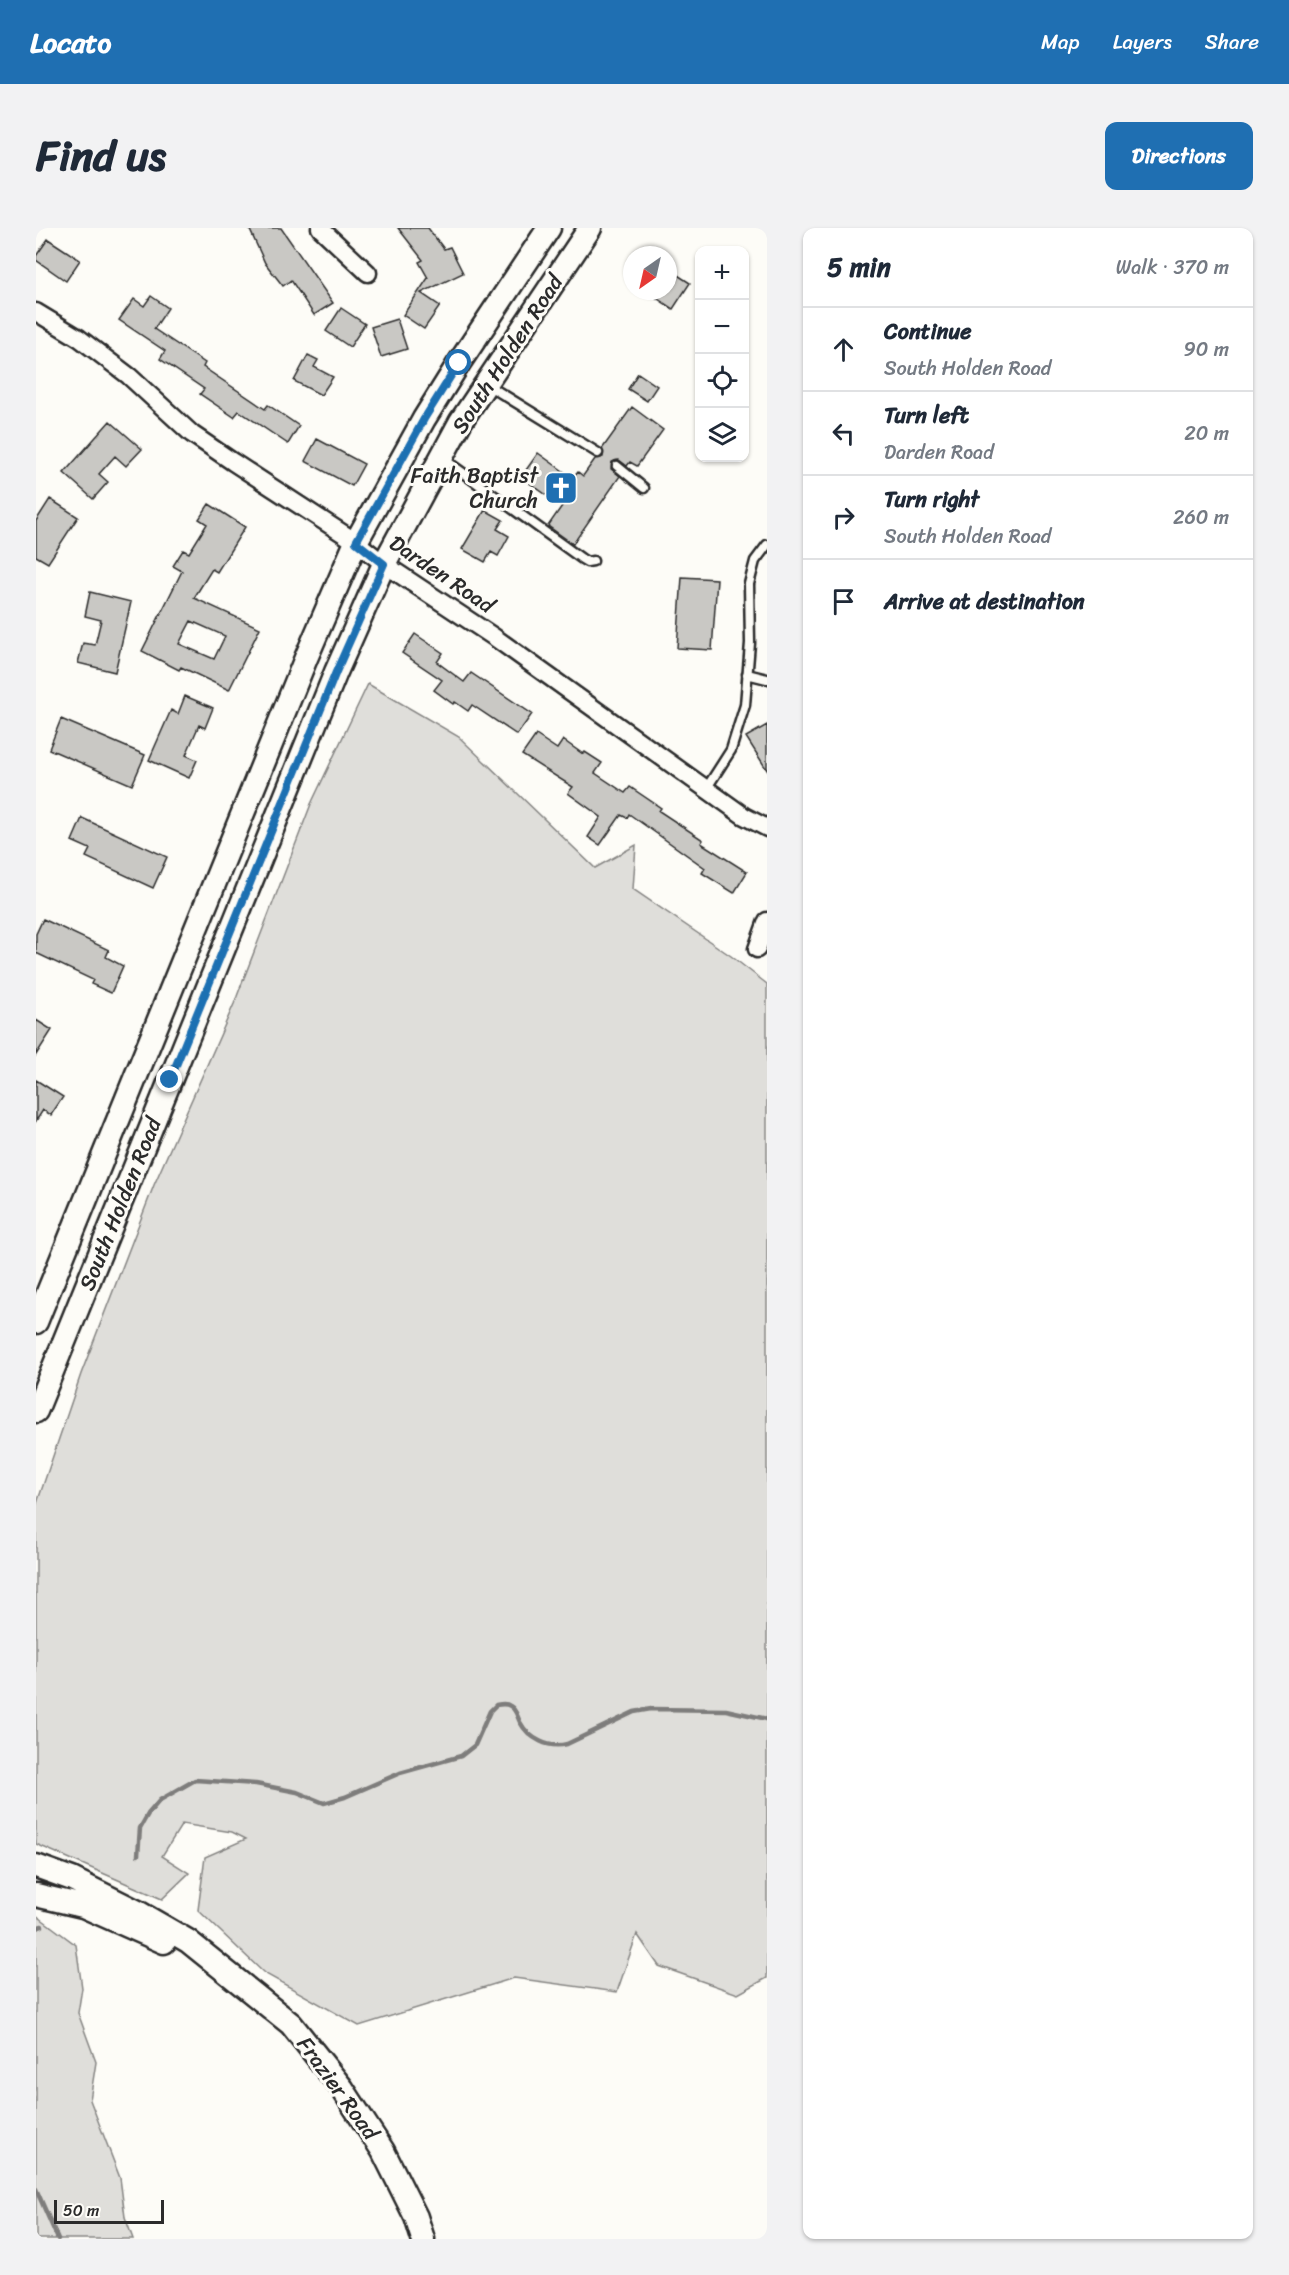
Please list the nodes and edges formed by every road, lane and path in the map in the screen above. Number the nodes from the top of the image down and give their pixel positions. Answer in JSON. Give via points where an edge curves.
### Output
{"nodes":[{"id":1,"x":320,"y":228,"type":"edge"},
{"id":2,"x":549,"y":228,"type":"edge"},
{"id":3,"x":590,"y":228,"type":"edge"},
{"id":4,"x":368,"y":273,"type":"dead end"},
{"id":5,"x":36,"y":312,"type":"edge"},
{"id":6,"x":485,"y":383,"type":"junction"},
{"id":7,"x":598,"y":453,"type":"dead end"},
{"id":8,"x":441,"y":457,"type":"junction"},
{"id":9,"x":617,"y":466,"type":"dead end"},
{"id":10,"x":644,"y":488,"type":"dead end"},
{"id":11,"x":356,"y":542,"type":"junction"},
{"id":12,"x":767,"y":545,"type":"edge"},
{"id":13,"x":593,"y":561,"type":"dead end"},
{"id":14,"x":384,"y":564,"type":"junction"},
{"id":15,"x":747,"y":674,"type":"junction"},
{"id":16,"x":767,"y":679,"type":"edge"},
{"id":17,"x":706,"y":789,"type":"junction"},
{"id":18,"x":767,"y":828,"type":"edge"},
{"id":19,"x":767,"y":921,"type":"edge"},
{"id":20,"x":758,"y":949,"type":"dead end"},
{"id":21,"x":36,"y":1322,"type":"edge"},
{"id":22,"x":36,"y":1411,"type":"edge"},
{"id":23,"x":36,"y":1866,"type":"edge"},
{"id":24,"x":36,"y":1895,"type":"edge"},
{"id":25,"x":218,"y":1965,"type":"junction"},
{"id":26,"x":423,"y":2239,"type":"edge"}],
"edges":[{"from":1,"to":4,"type":"street"},
{"from":2,"to":11,"type":"main road","name":"South Holden Road","via":[[459,363]]},
{"from":3,"to":6,"type":"main road","name":"South Holden Road"},
{"from":5,"to":11,"type":"street","name":"Darden Road","via":[[121,369],[200,439]]},
{"from":6,"to":7,"type":"lane"},
{"from":6,"to":8,"type":"main road","name":"South Holden Road"},
{"from":8,"to":13,"type":"lane","via":[[582,559]]},
{"from":8,"to":14,"type":"main road","name":"South Holden Road"},
{"from":9,"to":10,"type":"lane"},
{"from":11,"to":14,"type":"street","name":"Darden Road"},
{"from":11,"to":21,"type":"main road","name":"South Holden Road"},
{"from":12,"to":15,"type":"lane","via":[[755,561],[749,584]]},
{"from":14,"to":17,"type":"street","name":"Darden Road","via":[[494,637]]},
{"from":14,"to":22,"type":"main road","name":"South Holden Road","via":[[336,672]]},
{"from":15,"to":16,"type":"lane"},
{"from":15,"to":17,"type":"lane","via":[[745,705],[731,750]]},
{"from":17,"to":18,"type":"street","name":"Darden Road"},
{"from":19,"to":20,"type":"street"},
{"from":23,"to":25,"type":"main road","name":"Frazier Road","via":[[136,1911],[188,1941]]},
{"from":24,"to":25,"type":"main road","name":"Frazier Road","via":[[83,1906]]},
{"from":25,"to":26,"type":"main road","name":"Frazier Road","via":[[291,2024],[342,2088],[383,2151]]}]}
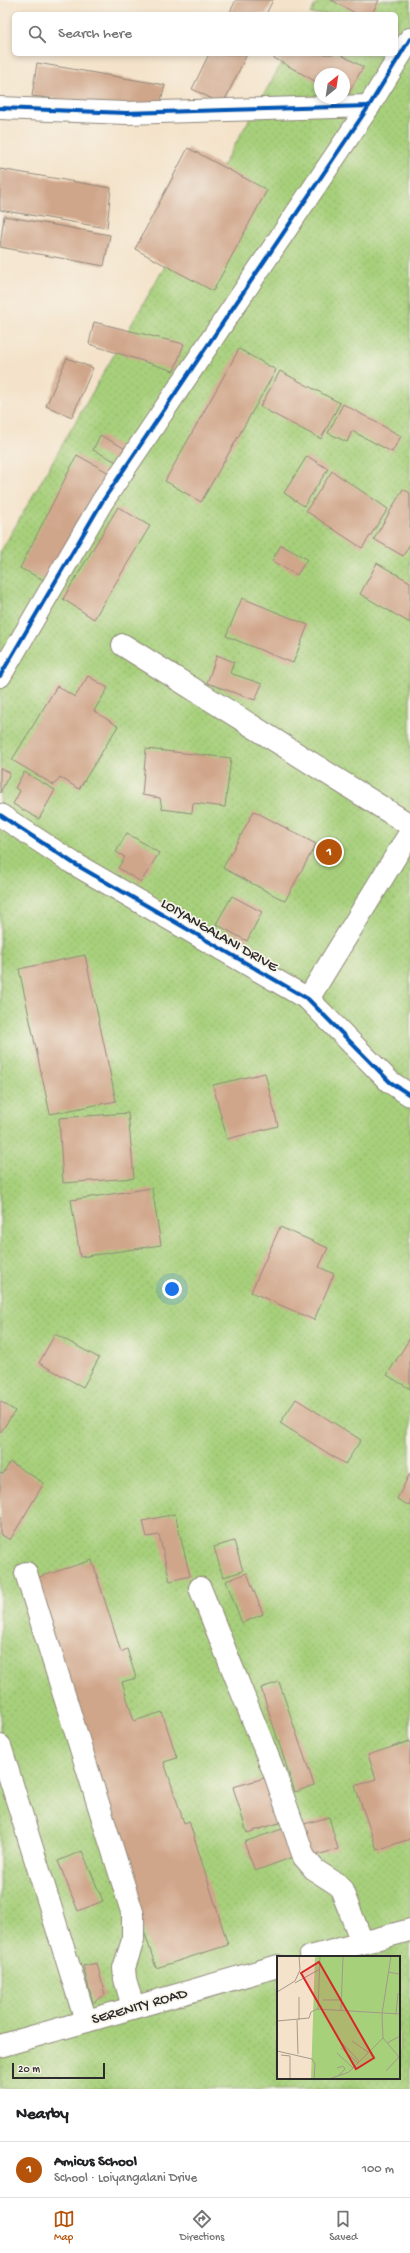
★ ★ ★ ★ ★
_WHAT YOU NEED TO DO_: Given the data above, which lines hold the string "Holden"? Return them.

_YOUR SOLUTION_:
{"from":2,"to":11,"type":"main road","name":"South Holden Road","via":[[459,363]]},
{"from":3,"to":6,"type":"main road","name":"South Holden Road"},
{"from":6,"to":8,"type":"main road","name":"South Holden Road"},
{"from":8,"to":14,"type":"main road","name":"South Holden Road"},
{"from":11,"to":21,"type":"main road","name":"South Holden Road"},
{"from":14,"to":22,"type":"main road","name":"South Holden Road","via":[[336,672]]},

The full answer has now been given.